The Redmond giant's co-founder hints that splitting up a company can, in fact, exacerbate the problem. He says that it will only result in two entities engaging in harmful behavior and isn't really an ideal solution.
Bill Gates Doesn't Think Tech Giants Are Doing Anything Illegal
Bill Gates doesn't vehemently oppose breaking up companies. However, he thinks this solution only applies to a narrow set of things. It's worth remembering that back in the 90s, Microsoft itself came under scrutiny for stifling competition.
The U.S. government accused it of maintaining a monopoly position by making its nearly impossible for users to go for Internet Explorer alternatives. Although the company was not broken up, an agreement was reached with the Department of Justice which critics allege did little to curb its anti-competitive practices.
Bill Gates certainly doesn't agree. He believes that the whole saga had made the company more thoughtful about its business practices. Microsoft is currently the most valuable company by market capitalization, sitting above Apple, and Amazon.
It has also managed to stay out of trouble as government agencies are not currently investigating it. As for the companies that are under scrutiny, such as Apple, Amazon, Google, and Facebook, the business magnate says that it's natural for the government to be suspicious, given the size of these companies.
That is not to say that he thinks these firms are up to something. He thinks these are all well-meaning, innovative companies that are doing totally legal things. To rein them in, he has proposed a rather vague solution where the society as a whole will try to make sure that there are no negative side effects of the power these firms have.
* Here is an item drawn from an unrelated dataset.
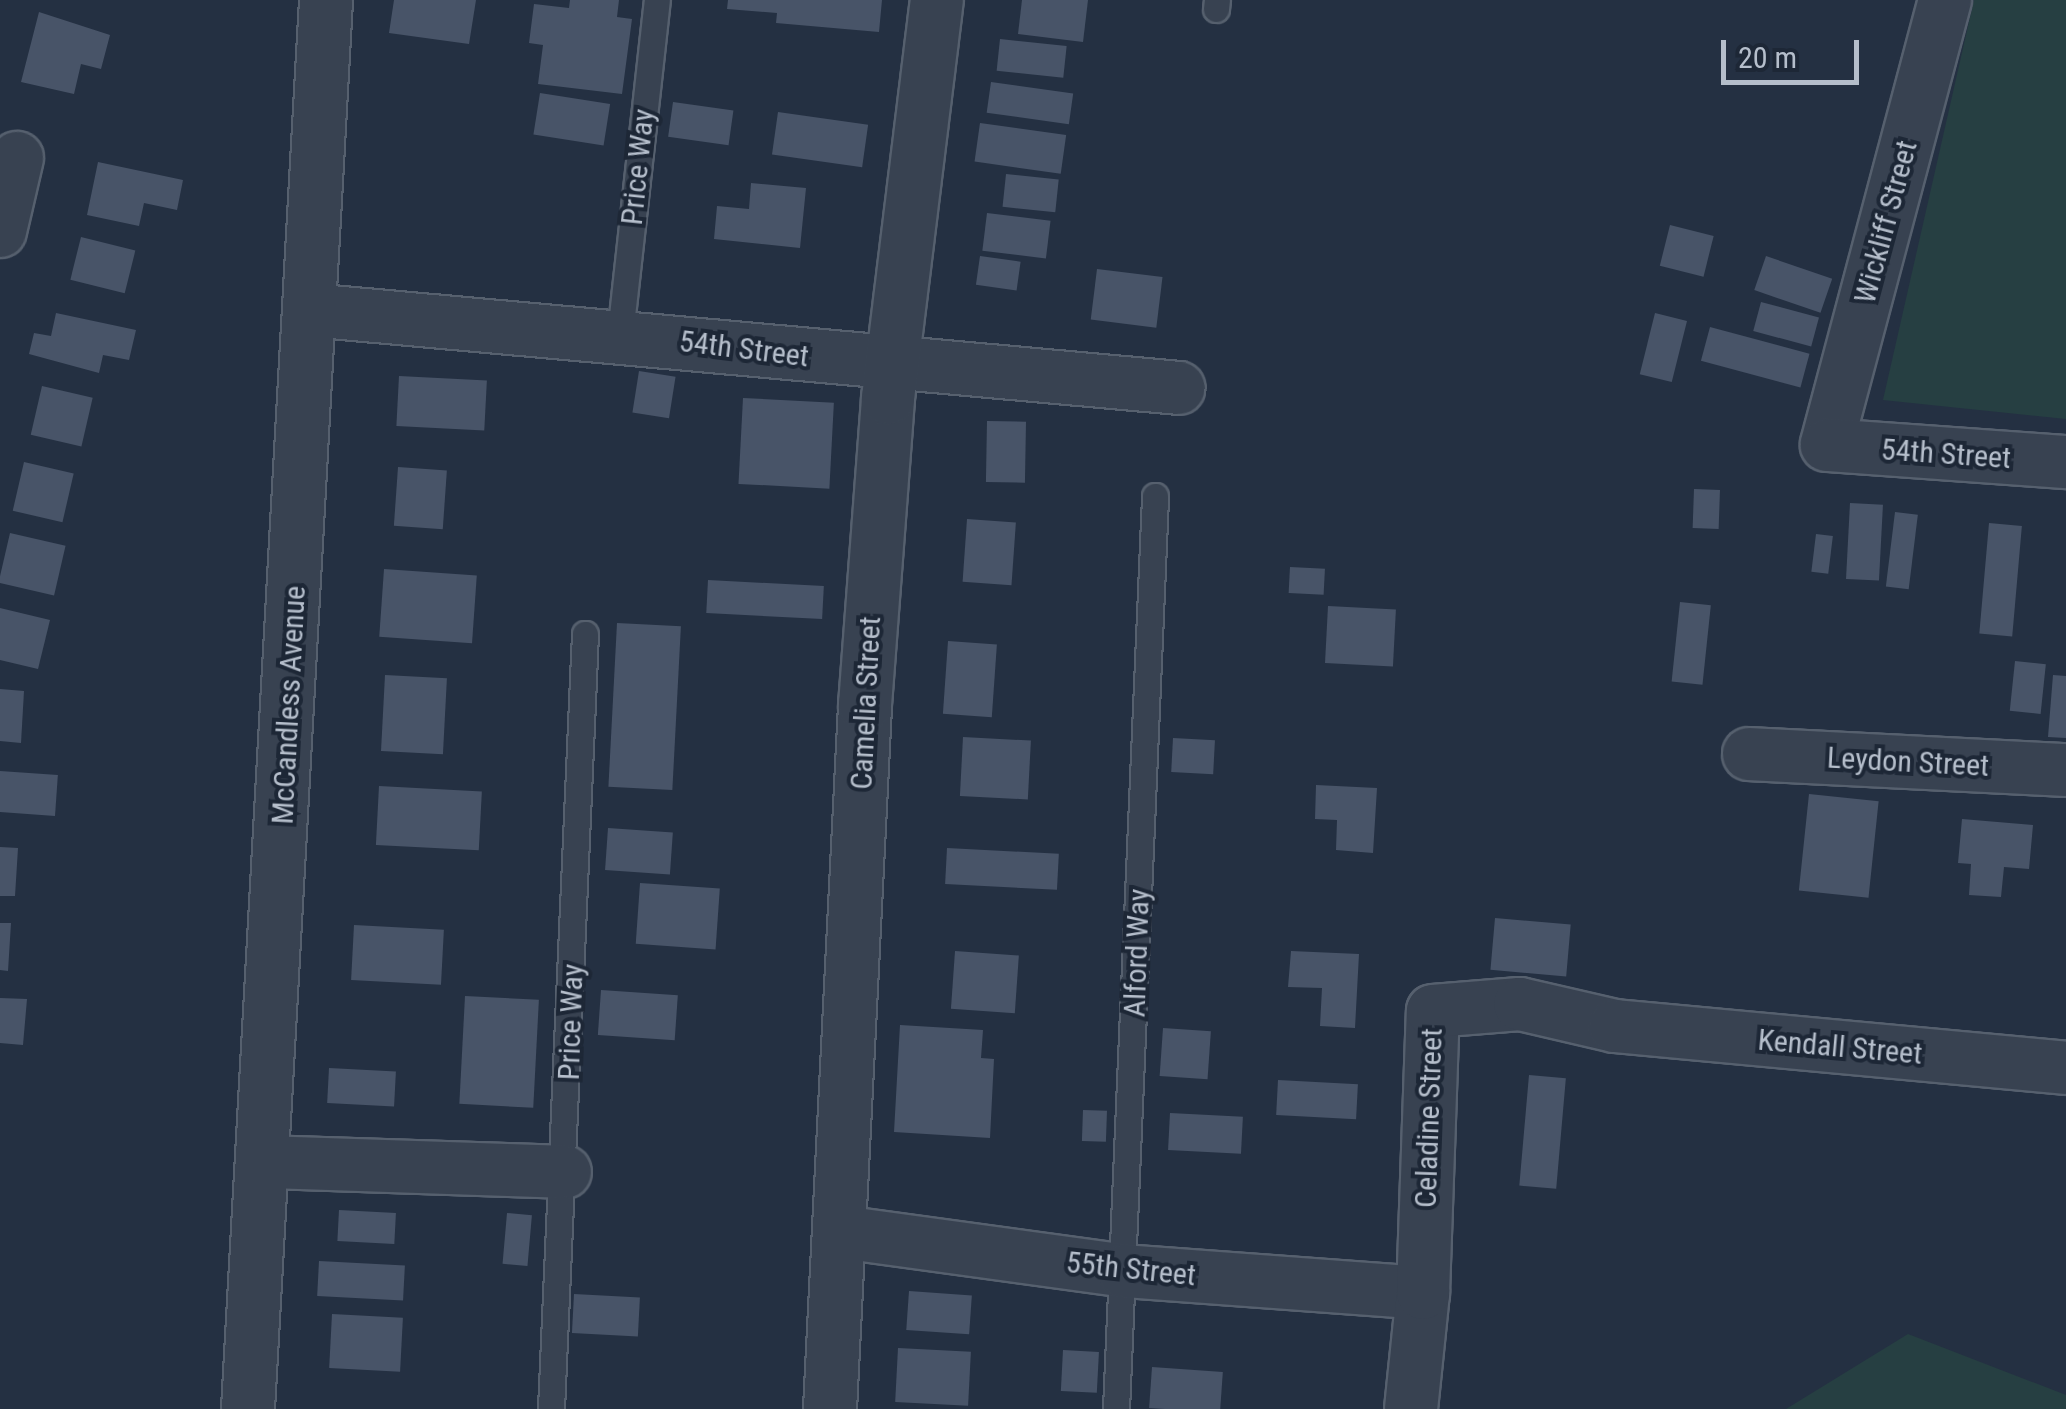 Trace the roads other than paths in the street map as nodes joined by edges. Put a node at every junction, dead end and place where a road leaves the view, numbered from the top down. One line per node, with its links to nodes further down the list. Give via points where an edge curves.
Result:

Splitting Up Companies Can Be Pretty Hard
The Department of Justice and the Federal Trade Commission are currently looking into the various practices of Big Tech to determine if they abused their market power or harmed consumers in any way.
Apparently, the DoJ is looking into Apple and Google, and FTC has been assigned Facebook and Amazon. However, according to FTC's Chairman Joe Simons, the investigation is being done on the basis of conduct.
Either way, multiple probes can mean greater trouble for tech companies. That being said, FTC and DoJ are currently said to be having some disagreements and this will only benefit the companies being probed.
There are pretty strong pieces of evidence against the abusive practices of technology bigwigs. For instance, products that are the most beneficial to Amazon are featured more prominently, per a report. Similarly, Apple allegedly keeps its own apps on the top on its App Store.
Splitting up companies can be a messy business. Moreover, the tech giants will likely argue that undoing past mergers will affect their operations. We will have to wait and see what the outcome of these investigations will be.